→ Input material
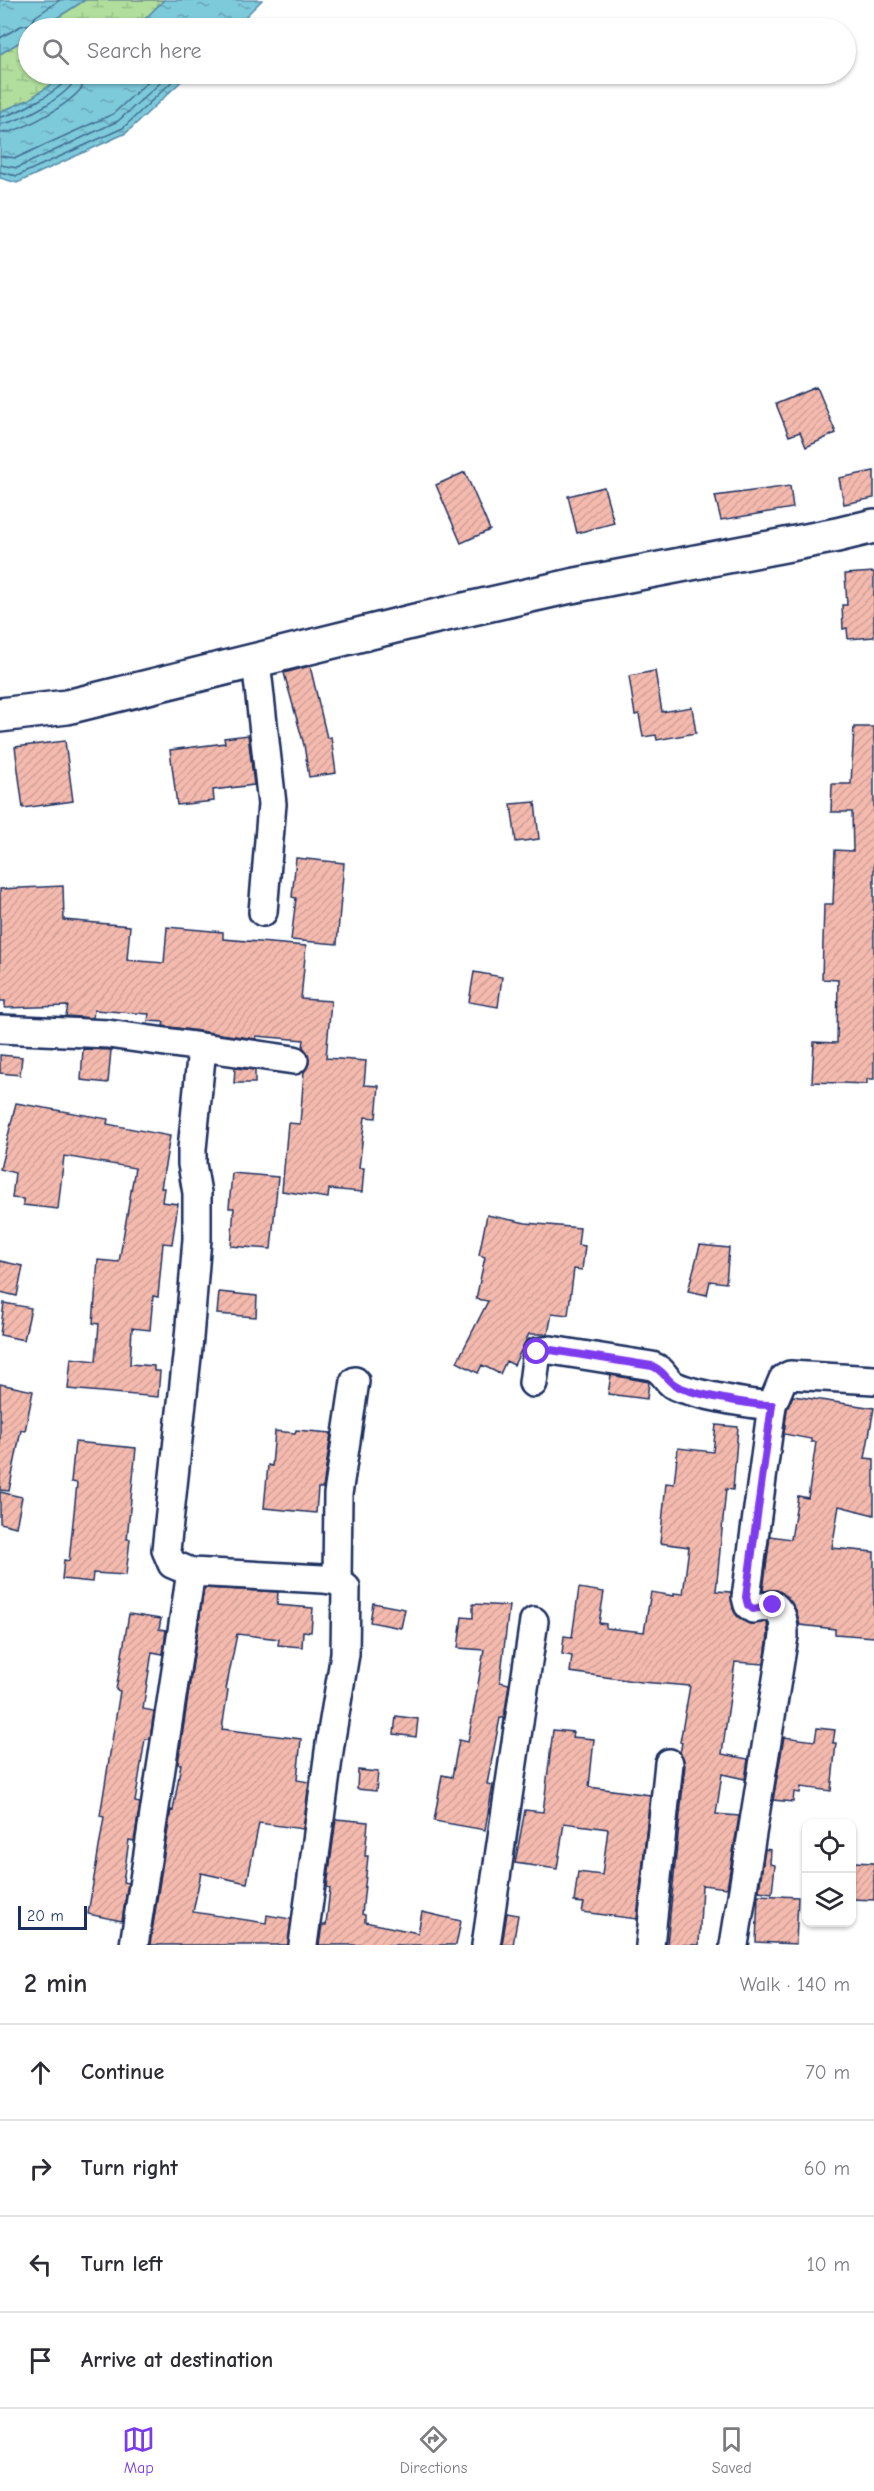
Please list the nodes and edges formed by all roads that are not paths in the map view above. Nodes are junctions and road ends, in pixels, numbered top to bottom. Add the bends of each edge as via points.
1 (874, 526) edge
2 (256, 662) junction
3 (0, 715) edge
4 (263, 912) dead end
5 (0, 1029) edge
6 (202, 1047) junction
7 (294, 1060) dead end
8 (874, 1380) edge
9 (355, 1381) dead end
10 (533, 1383) dead end
11 (772, 1405) junction
12 (191, 1572) junction
13 (337, 1581) junction
14 (534, 1621) dead end
15 (669, 1763) dead end
16 (134, 1945) edge
17 (303, 1945) edge
18 (486, 1945) edge
19 (650, 1945) edge
20 (734, 1945) edge

1 - 2 street via 560,589
2 - 3 street via 78,705
2 - 4 street via 272,804
5 - 6 street via 108,1034
6 - 7 street
6 - 12 street via 192,1149 197,1193 196,1250 166,1550 172,1564
8 - 11 street via 790,1375 783,1379
9 - 13 street via 338,1494
10 - 11 street via 537,1352 551,1350 652,1366 684,1390
11 - 20 street via 746,1597 753,1609 773,1605 780,1611 784,1636
12 - 13 street
12 - 16 street
13 - 17 street via 346,1588 345,1654
14 - 18 street
15 - 19 street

→ Try it
The copy should hold every entry above word for word and none of the pictures.

→ Response to the exercise
Please list the nodes and edges formed by all roads that are not paths in the map view above. Nodes are junctions and road ends, in pixels, numbered top to bottom. Add the bends of each edge as via points.
1 (874, 526) edge
2 (256, 662) junction
3 (0, 715) edge
4 (263, 912) dead end
5 (0, 1029) edge
6 (202, 1047) junction
7 (294, 1060) dead end
8 (874, 1380) edge
9 (355, 1381) dead end
10 (533, 1383) dead end
11 (772, 1405) junction
12 (191, 1572) junction
13 (337, 1581) junction
14 (534, 1621) dead end
15 (669, 1763) dead end
16 (134, 1945) edge
17 (303, 1945) edge
18 (486, 1945) edge
19 (650, 1945) edge
20 (734, 1945) edge

1 - 2 street via 560,589
2 - 3 street via 78,705
2 - 4 street via 272,804
5 - 6 street via 108,1034
6 - 7 street
6 - 12 street via 192,1149 197,1193 196,1250 166,1550 172,1564
8 - 11 street via 790,1375 783,1379
9 - 13 street via 338,1494
10 - 11 street via 537,1352 551,1350 652,1366 684,1390
11 - 20 street via 746,1597 753,1609 773,1605 780,1611 784,1636
12 - 13 street
12 - 16 street
13 - 17 street via 346,1588 345,1654
14 - 18 street
15 - 19 street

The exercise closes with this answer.